=== Data provided ===

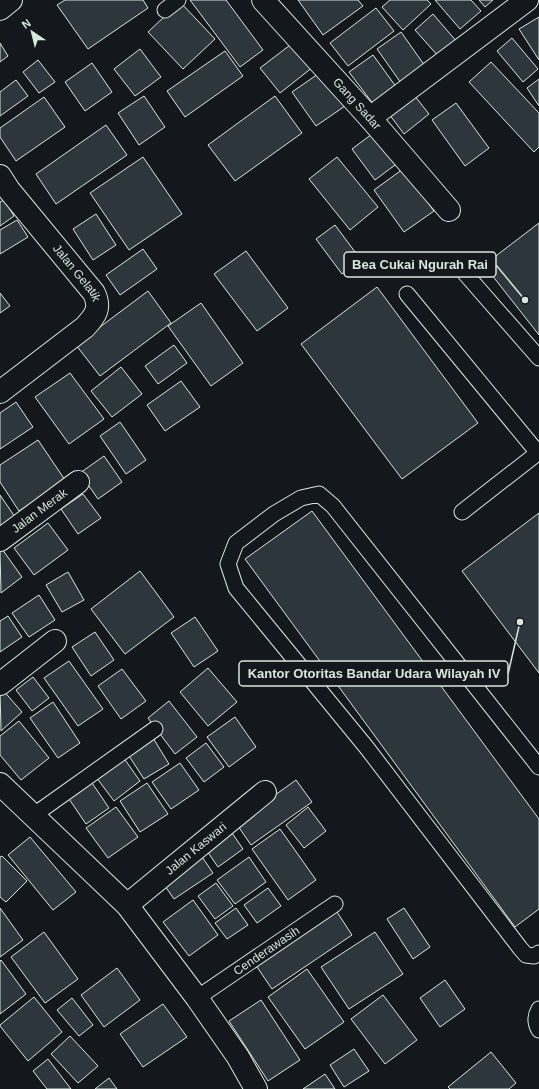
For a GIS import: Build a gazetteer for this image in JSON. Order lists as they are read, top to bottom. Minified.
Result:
{"streets":{"street":["Gang Sadar","Jalan Gelatik","Jalan Merak","Jalan Kaswari"],"lane":["Cenderawasih"]},"places":["Bea Cukai Ngurah Rai","Kantor Otoritas Bandar Udara Wilayah IV"],"north":"top left"}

=== What you will do ===
Images are to be left out; everything else in the material must be written out exactly.

=== Solved problem ===
For a GIS import: Build a gazetteer for this image in JSON. Order lists as they are read, top to bottom. Minified.
Result:
{"streets":{"street":["Gang Sadar","Jalan Gelatik","Jalan Merak","Jalan Kaswari"],"lane":["Cenderawasih"]},"places":["Bea Cukai Ngurah Rai","Kantor Otoritas Bandar Udara Wilayah IV"],"north":"top left"}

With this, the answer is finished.